XYZ AffairThe XYZ Affair was a diplomatic incident that worsened French and American relations in 1797. Essentially the French demanded a bribe from the American delegation in order to continue negotiations. When word reached America that their diplomats had been so insulted, the American political atmosphere quickly turned against the French. Republican leaders had been critical of Adams' negotiations with the French and the Federalist definition of the situation in France. This would quickly change when the XYZ dispatches were published. Soon after the dispatches publication much of the Republican resistance to Adams' policies in Congress relented and Adams greatly benefitted from the surge of patriotic feeling. As tensions grew the Quasi-War of 1798 broke out between French and American warships and merchant ships. Adams eventually sent new negotiators to end the undeclared conflict in 1800. [Elkins and McKitrick, 563-565.] This conflict served to significantly weaken the affection that America had previously held for France.

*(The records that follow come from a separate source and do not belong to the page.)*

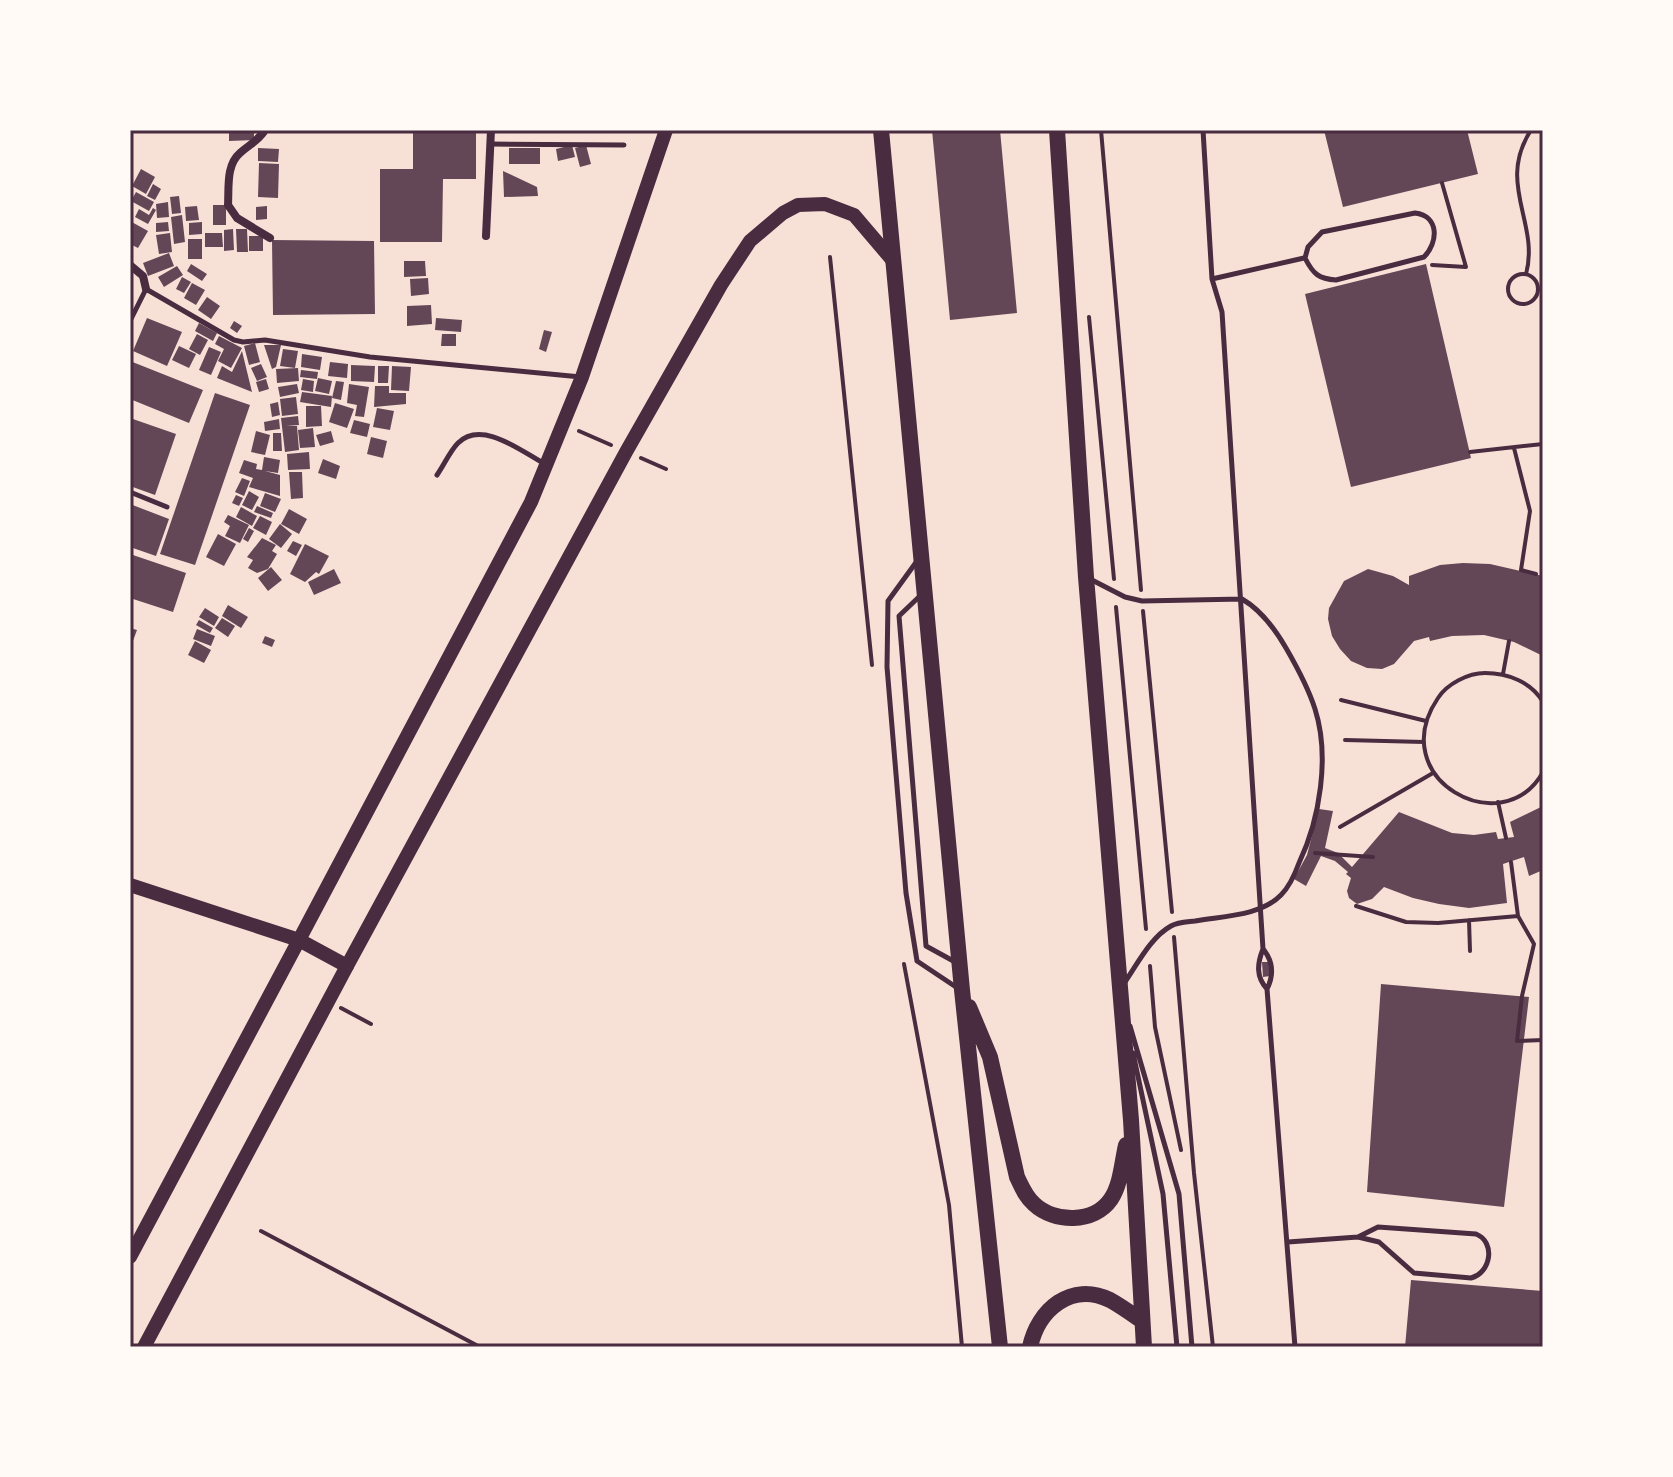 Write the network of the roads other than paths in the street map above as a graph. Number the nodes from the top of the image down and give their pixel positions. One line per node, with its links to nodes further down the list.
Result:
1 (265, 130): 10 (street)
2 (491, 130): 7 (street)
3 (666, 130): 17 (main road)
4 (881, 130): 12 (main road)
5 (1057, 130): 23 (main road)
6 (1203, 130): 14 (lane)
7 (490, 144): 8 (lane); 9 (street)
8 (624, 145)
9 (486, 236)
10 (270, 238)
11 (1305, 258): 11 (lane); 14 (lane)
12 (894, 262): 22 (main road); 31 (main road)
13 (130, 265): 15 (street)
14 (1212, 279): 25 (lane)
15 (146, 289): 16 (lane); 17 (lane)
16 (130, 321)
17 (582, 377): 18 (main road)
18 (546, 465): 19 (lane); 28 (main road)
19 (437, 475)
20 (130, 492): 21 (lane)
21 (167, 507)
22 (923, 554): 24 (main road); 33 (lane)
23 (1086, 577): 25 (lane); 34 (main road)
24 (926, 591): 30 (main road); 30 (lane)
25 (1242, 599): 27 (lane); 27 (lane)
26 (130, 885): 28 (main road)
27 (1260, 908): 29 (lane); 34 (lane)
28 (299, 940): 31 (main road); 38 (main road)
29 (1263, 949): 32 (lane); 32 (lane)
30 (960, 964): 33 (main road)
31 (347, 966): 40 (main road)
32 (1267, 989): 37 (lane)
33 (962, 990): 35 (main road); 41 (main road)
34 (1120, 990): 35 (main road); 44 (lane); 45 (lane)
35 (1131, 1120): 39 (main road)
36 (1358, 1237): 36 (lane); 37 (lane)
37 (1288, 1242): 46 (lane)
38 (130, 1257)
39 (1142, 1321): 42 (main road); 43 (main road)
40 (144, 1347)
41 (1000, 1347)
42 (1030, 1347)
43 (1144, 1347)
44 (1177, 1347)
45 (1192, 1347)
46 (1295, 1347)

The fall of the Federalists

The Alien and Sedition Acts were among the most controversial acts established by the Federalist Party. These acts were four bills passed in 1798 by the Federalist Congress and signed into law by Adams. Defenders claimed the acts were designed to protect against alien citizens and to guard against seditious attacks from weakening the government. Opponents of the acts attacked on the grounds of being both unconstitutional and as way to stifle criticism of the administration. The Democratic-Republicans also asserted that the acts violated the rights of the states to act in accordance with the Tenth Amendment. None of the four acts did anything to promote national unity against the French or any other country and in fact did a great deal to erode away what unity there already was in the country. The acts in general and the popular opposition to them were all bad luck for John Adams. [Elkins and McKitrick, 592-593 ] A key factor in the uproar surrounding the Alien and Sedition Acts was that the very concept of seditious libel was flatly incompatible with party politics. The Republicans, it appears had some understanding of this and realized that the ability to pass judgment on officeholders was essential to party survival. The Federalist Party seemed to have no inkling of this and in some sense seem to be lashing out at the concepts of party in general. [Elkins and McKitrick, 700-701.] What was clear was that the Republicans were becoming more focused in their opposition and more popular with the general population.

The years 1798-1800 corroded the prestige and authority of the Federalist Party. At both the national and local level the Federalists faced stiff Republican opposition. By mobilizing common voters, local republican insurgents built the popular constituency that the national leaders attached themselves to. [Alan Taylor, "William Cooper's Town: Power and Persuasion on the Frontier of the Early American Republic" (New York: Random House, 1996), 257-258.] Jefferson defeated Adams for the Presidency and the Republican Party made significant gains at all levels of the government with the election 1800. As the Federalist faded from the national spotlight a new political era would be ushered in with the Jefferson administration. The Federalist Party would continue to exist as a strong party in New England and the Northeast, but without any strong leaders it eventually weakened and faded out within the first decade of the nineteenth-century.



*Elkins, Stanley and Eric McKitrick. "The Age of Federalism". New York: Oxford University Press, 1993.
*Taylor, Alan. "William Cooper's Town: Power and Persuasion on the Frontier of the Early American Republic". New York: Random House, 1996.
*Wood, Gordon S. "The American Revolution: A History". New York: Modern Library, 2003.